_Material provided_

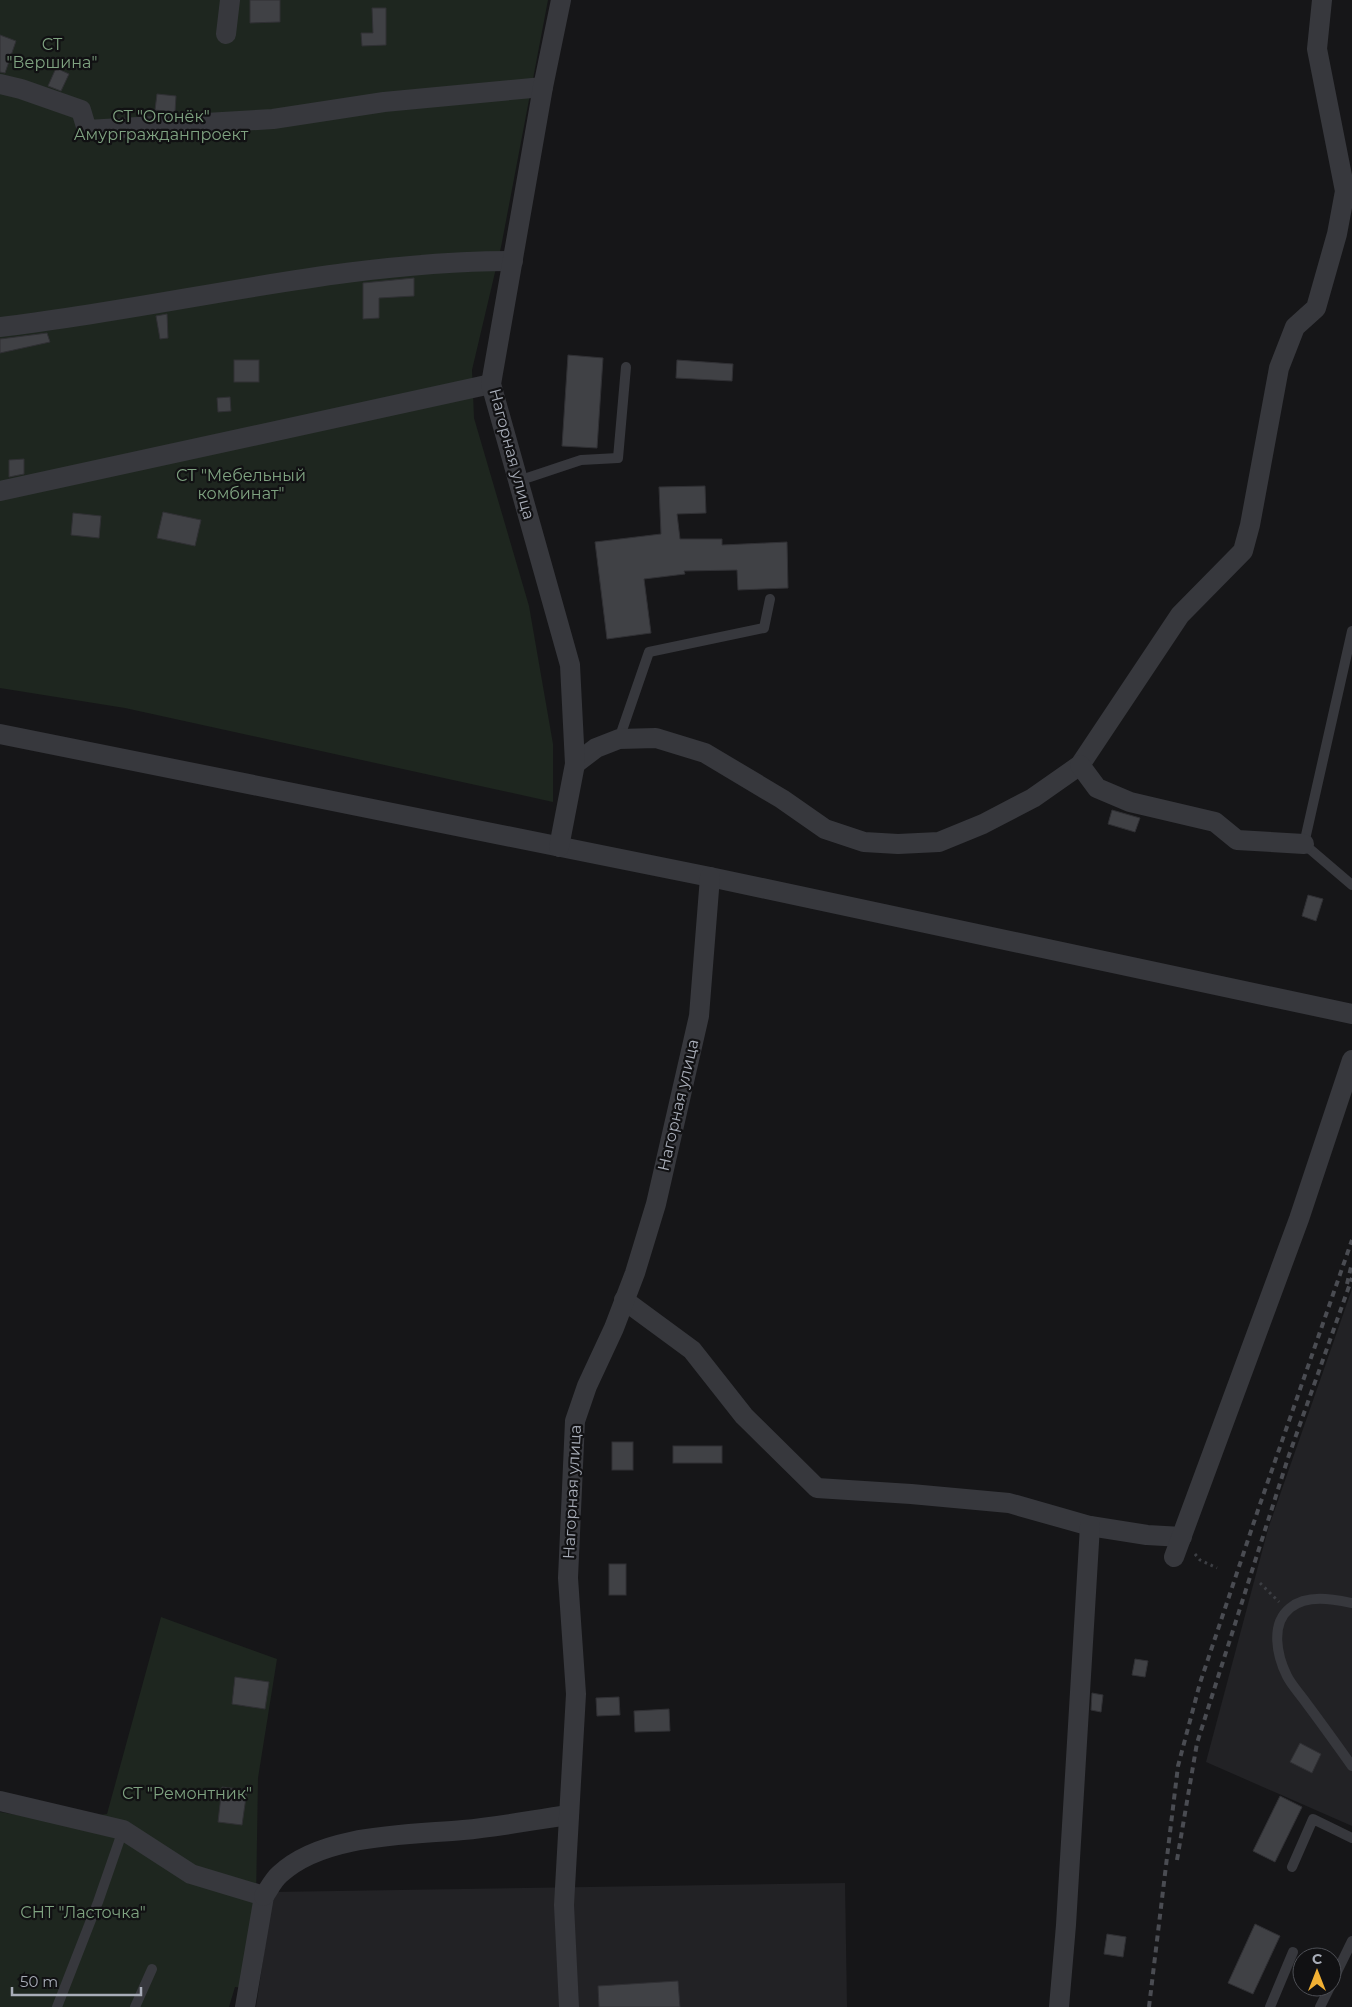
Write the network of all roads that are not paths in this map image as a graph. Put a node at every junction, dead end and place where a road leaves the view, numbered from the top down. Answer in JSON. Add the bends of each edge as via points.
{"nodes":[{"id":1,"x":230,"y":0,"type":"edge"},
{"id":2,"x":561,"y":0,"type":"edge"},
{"id":3,"x":1322,"y":0,"type":"edge"},
{"id":4,"x":226,"y":34,"type":"dead end"},
{"id":5,"x":0,"y":84,"type":"edge"},
{"id":6,"x":543,"y":87,"type":"junction"},
{"id":7,"x":512,"y":261,"type":"junction"},
{"id":8,"x":0,"y":327,"type":"edge"},
{"id":9,"x":626,"y":367,"type":"dead end"},
{"id":10,"x":492,"y":384,"type":"junction"},
{"id":11,"x":518,"y":481,"type":"junction"},
{"id":12,"x":0,"y":491,"type":"edge"},
{"id":13,"x":770,"y":599,"type":"dead end"},
{"id":14,"x":1352,"y":631,"type":"edge"},
{"id":15,"x":0,"y":734,"type":"edge"},
{"id":16,"x":619,"y":739,"type":"junction"},
{"id":17,"x":575,"y":764,"type":"junction"},
{"id":18,"x":1080,"y":765,"type":"junction"},
{"id":19,"x":1304,"y":844,"type":"junction"},
{"id":20,"x":559,"y":847,"type":"junction"},
{"id":21,"x":710,"y":877,"type":"junction"},
{"id":22,"x":1352,"y":885,"type":"edge"},
{"id":23,"x":1352,"y":1014,"type":"edge"},
{"id":24,"x":1352,"y":1060,"type":"edge"},
{"id":25,"x":624,"y":1300,"type":"junction"},
{"id":26,"x":1090,"y":1526,"type":"junction"},
{"id":27,"x":1182,"y":1537,"type":"junction"},
{"id":28,"x":1174,"y":1557,"type":"dead end"},
{"id":29,"x":1352,"y":1603,"type":"edge"},
{"id":30,"x":1352,"y":1766,"type":"edge"},
{"id":31,"x":0,"y":1801,"type":"edge"},
{"id":32,"x":569,"y":1815,"type":"junction"},
{"id":33,"x":123,"y":1830,"type":"junction"},
{"id":34,"x":1352,"y":1838,"type":"edge"},
{"id":35,"x":1292,"y":1867,"type":"dead end"},
{"id":36,"x":264,"y":1896,"type":"junction"},
{"id":37,"x":1352,"y":1941,"type":"edge"},
{"id":38,"x":1292,"y":1954,"type":"edge"},
{"id":39,"x":1342,"y":1962,"type":"edge"},
{"id":40,"x":152,"y":1969,"type":"dead end"},
{"id":41,"x":56,"y":2007,"type":"edge"},
{"id":42,"x":135,"y":2007,"type":"edge"},
{"id":43,"x":245,"y":2007,"type":"edge"},
{"id":44,"x":569,"y":2007,"type":"edge"},
{"id":45,"x":1059,"y":2007,"type":"edge"},
{"id":46,"x":1270,"y":2007,"type":"edge"}],
"edges":[{"from":1,"to":4,"type":"street"},
{"from":2,"to":6,"type":"street","name":"Нагорная улица"},
{"from":3,"to":18,"type":"street","via":[[1317,48],[1345,191],[1337,234],[1316,308],[1295,327],[1279,368],[1243,551],[1180,616]]},
{"from":5,"to":6,"type":"street","via":[[81,110],[88,130],[273,119],[384,102]]},
{"from":6,"to":7,"type":"street","name":"Нагорная улица"},
{"from":7,"to":8,"type":"street","via":[[396,266]]},
{"from":7,"to":10,"type":"street","name":"Нагорная улица"},
{"from":9,"to":11,"type":"lane","via":[[618,458],[581,460]]},
{"from":10,"to":11,"type":"street","name":"Нагорная улица"},
{"from":10,"to":12,"type":"street"},
{"from":11,"to":17,"type":"street","name":"Нагорная улица","via":[[570,665]]},
{"from":13,"to":16,"type":"lane","via":[[764,628],[649,652]]},
{"from":14,"to":19,"type":"lane"},
{"from":15,"to":20,"type":"street"},
{"from":16,"to":17,"type":"street","via":[[596,748]]},
{"from":16,"to":18,"type":"street","via":[[656,738],[705,753],[825,829],[864,842],[898,844],[938,842],[983,824],[1033,798]]},
{"from":17,"to":20,"type":"street","name":"Нагорная улица"},
{"from":18,"to":19,"type":"street","via":[[1097,788],[1130,802],[1215,822],[1237,840]]},
{"from":19,"to":22,"type":"lane"},
{"from":20,"to":21,"type":"street"},
{"from":21,"to":23,"type":"street"},
{"from":21,"to":25,"type":"street","name":"Нагорная улица","via":[[699,1016],[656,1204]]},
{"from":24,"to":27,"type":"street","via":[[1299,1219]]},
{"from":25,"to":26,"type":"street","via":[[692,1350],[744,1416],[817,1488],[1009,1503]]},
{"from":25,"to":32,"type":"street","name":"Нагорная улица","via":[[574,1421],[568,1578],[576,1694]]},
{"from":26,"to":27,"type":"street"},
{"from":26,"to":45,"type":"street"},
{"from":27,"to":28,"type":"street"},
{"from":29,"to":30,"type":"lane","via":[[1323,1598],[1294,1605],[1280,1620],[1277,1643],[1288,1677]]},
{"from":31,"to":33,"type":"street"},
{"from":32,"to":36,"type":"street","via":[[462,1830],[371,1838],[330,1848],[297,1861],[278,1875]]},
{"from":32,"to":44,"type":"street","name":"Нагорная улица","via":[[564,1905]]},
{"from":33,"to":36,"type":"street","via":[[191,1874]]},
{"from":33,"to":41,"type":"lane"},
{"from":34,"to":35,"type":"lane","via":[[1313,1818]]},
{"from":36,"to":43,"type":"street"},
{"from":37,"to":39,"type":"lane"},
{"from":38,"to":46,"type":"lane"},
{"from":40,"to":42,"type":"lane"}]}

_Assignment_
Please repeat every line of the material above exactly and without its pictures.

_Answer box_
Write the network of all roads that are not paths in this map image as a graph. Put a node at every junction, dead end and place where a road leaves the view, numbered from the top down. Answer in JSON. Add the bends of each edge as via points.
{"nodes":[{"id":1,"x":230,"y":0,"type":"edge"},
{"id":2,"x":561,"y":0,"type":"edge"},
{"id":3,"x":1322,"y":0,"type":"edge"},
{"id":4,"x":226,"y":34,"type":"dead end"},
{"id":5,"x":0,"y":84,"type":"edge"},
{"id":6,"x":543,"y":87,"type":"junction"},
{"id":7,"x":512,"y":261,"type":"junction"},
{"id":8,"x":0,"y":327,"type":"edge"},
{"id":9,"x":626,"y":367,"type":"dead end"},
{"id":10,"x":492,"y":384,"type":"junction"},
{"id":11,"x":518,"y":481,"type":"junction"},
{"id":12,"x":0,"y":491,"type":"edge"},
{"id":13,"x":770,"y":599,"type":"dead end"},
{"id":14,"x":1352,"y":631,"type":"edge"},
{"id":15,"x":0,"y":734,"type":"edge"},
{"id":16,"x":619,"y":739,"type":"junction"},
{"id":17,"x":575,"y":764,"type":"junction"},
{"id":18,"x":1080,"y":765,"type":"junction"},
{"id":19,"x":1304,"y":844,"type":"junction"},
{"id":20,"x":559,"y":847,"type":"junction"},
{"id":21,"x":710,"y":877,"type":"junction"},
{"id":22,"x":1352,"y":885,"type":"edge"},
{"id":23,"x":1352,"y":1014,"type":"edge"},
{"id":24,"x":1352,"y":1060,"type":"edge"},
{"id":25,"x":624,"y":1300,"type":"junction"},
{"id":26,"x":1090,"y":1526,"type":"junction"},
{"id":27,"x":1182,"y":1537,"type":"junction"},
{"id":28,"x":1174,"y":1557,"type":"dead end"},
{"id":29,"x":1352,"y":1603,"type":"edge"},
{"id":30,"x":1352,"y":1766,"type":"edge"},
{"id":31,"x":0,"y":1801,"type":"edge"},
{"id":32,"x":569,"y":1815,"type":"junction"},
{"id":33,"x":123,"y":1830,"type":"junction"},
{"id":34,"x":1352,"y":1838,"type":"edge"},
{"id":35,"x":1292,"y":1867,"type":"dead end"},
{"id":36,"x":264,"y":1896,"type":"junction"},
{"id":37,"x":1352,"y":1941,"type":"edge"},
{"id":38,"x":1292,"y":1954,"type":"edge"},
{"id":39,"x":1342,"y":1962,"type":"edge"},
{"id":40,"x":152,"y":1969,"type":"dead end"},
{"id":41,"x":56,"y":2007,"type":"edge"},
{"id":42,"x":135,"y":2007,"type":"edge"},
{"id":43,"x":245,"y":2007,"type":"edge"},
{"id":44,"x":569,"y":2007,"type":"edge"},
{"id":45,"x":1059,"y":2007,"type":"edge"},
{"id":46,"x":1270,"y":2007,"type":"edge"}],
"edges":[{"from":1,"to":4,"type":"street"},
{"from":2,"to":6,"type":"street","name":"Нагорная улица"},
{"from":3,"to":18,"type":"street","via":[[1317,48],[1345,191],[1337,234],[1316,308],[1295,327],[1279,368],[1243,551],[1180,616]]},
{"from":5,"to":6,"type":"street","via":[[81,110],[88,130],[273,119],[384,102]]},
{"from":6,"to":7,"type":"street","name":"Нагорная улица"},
{"from":7,"to":8,"type":"street","via":[[396,266]]},
{"from":7,"to":10,"type":"street","name":"Нагорная улица"},
{"from":9,"to":11,"type":"lane","via":[[618,458],[581,460]]},
{"from":10,"to":11,"type":"street","name":"Нагорная улица"},
{"from":10,"to":12,"type":"street"},
{"from":11,"to":17,"type":"street","name":"Нагорная улица","via":[[570,665]]},
{"from":13,"to":16,"type":"lane","via":[[764,628],[649,652]]},
{"from":14,"to":19,"type":"lane"},
{"from":15,"to":20,"type":"street"},
{"from":16,"to":17,"type":"street","via":[[596,748]]},
{"from":16,"to":18,"type":"street","via":[[656,738],[705,753],[825,829],[864,842],[898,844],[938,842],[983,824],[1033,798]]},
{"from":17,"to":20,"type":"street","name":"Нагорная улица"},
{"from":18,"to":19,"type":"street","via":[[1097,788],[1130,802],[1215,822],[1237,840]]},
{"from":19,"to":22,"type":"lane"},
{"from":20,"to":21,"type":"street"},
{"from":21,"to":23,"type":"street"},
{"from":21,"to":25,"type":"street","name":"Нагорная улица","via":[[699,1016],[656,1204]]},
{"from":24,"to":27,"type":"street","via":[[1299,1219]]},
{"from":25,"to":26,"type":"street","via":[[692,1350],[744,1416],[817,1488],[1009,1503]]},
{"from":25,"to":32,"type":"street","name":"Нагорная улица","via":[[574,1421],[568,1578],[576,1694]]},
{"from":26,"to":27,"type":"street"},
{"from":26,"to":45,"type":"street"},
{"from":27,"to":28,"type":"street"},
{"from":29,"to":30,"type":"lane","via":[[1323,1598],[1294,1605],[1280,1620],[1277,1643],[1288,1677]]},
{"from":31,"to":33,"type":"street"},
{"from":32,"to":36,"type":"street","via":[[462,1830],[371,1838],[330,1848],[297,1861],[278,1875]]},
{"from":32,"to":44,"type":"street","name":"Нагорная улица","via":[[564,1905]]},
{"from":33,"to":36,"type":"street","via":[[191,1874]]},
{"from":33,"to":41,"type":"lane"},
{"from":34,"to":35,"type":"lane","via":[[1313,1818]]},
{"from":36,"to":43,"type":"street"},
{"from":37,"to":39,"type":"lane"},
{"from":38,"to":46,"type":"lane"},
{"from":40,"to":42,"type":"lane"}]}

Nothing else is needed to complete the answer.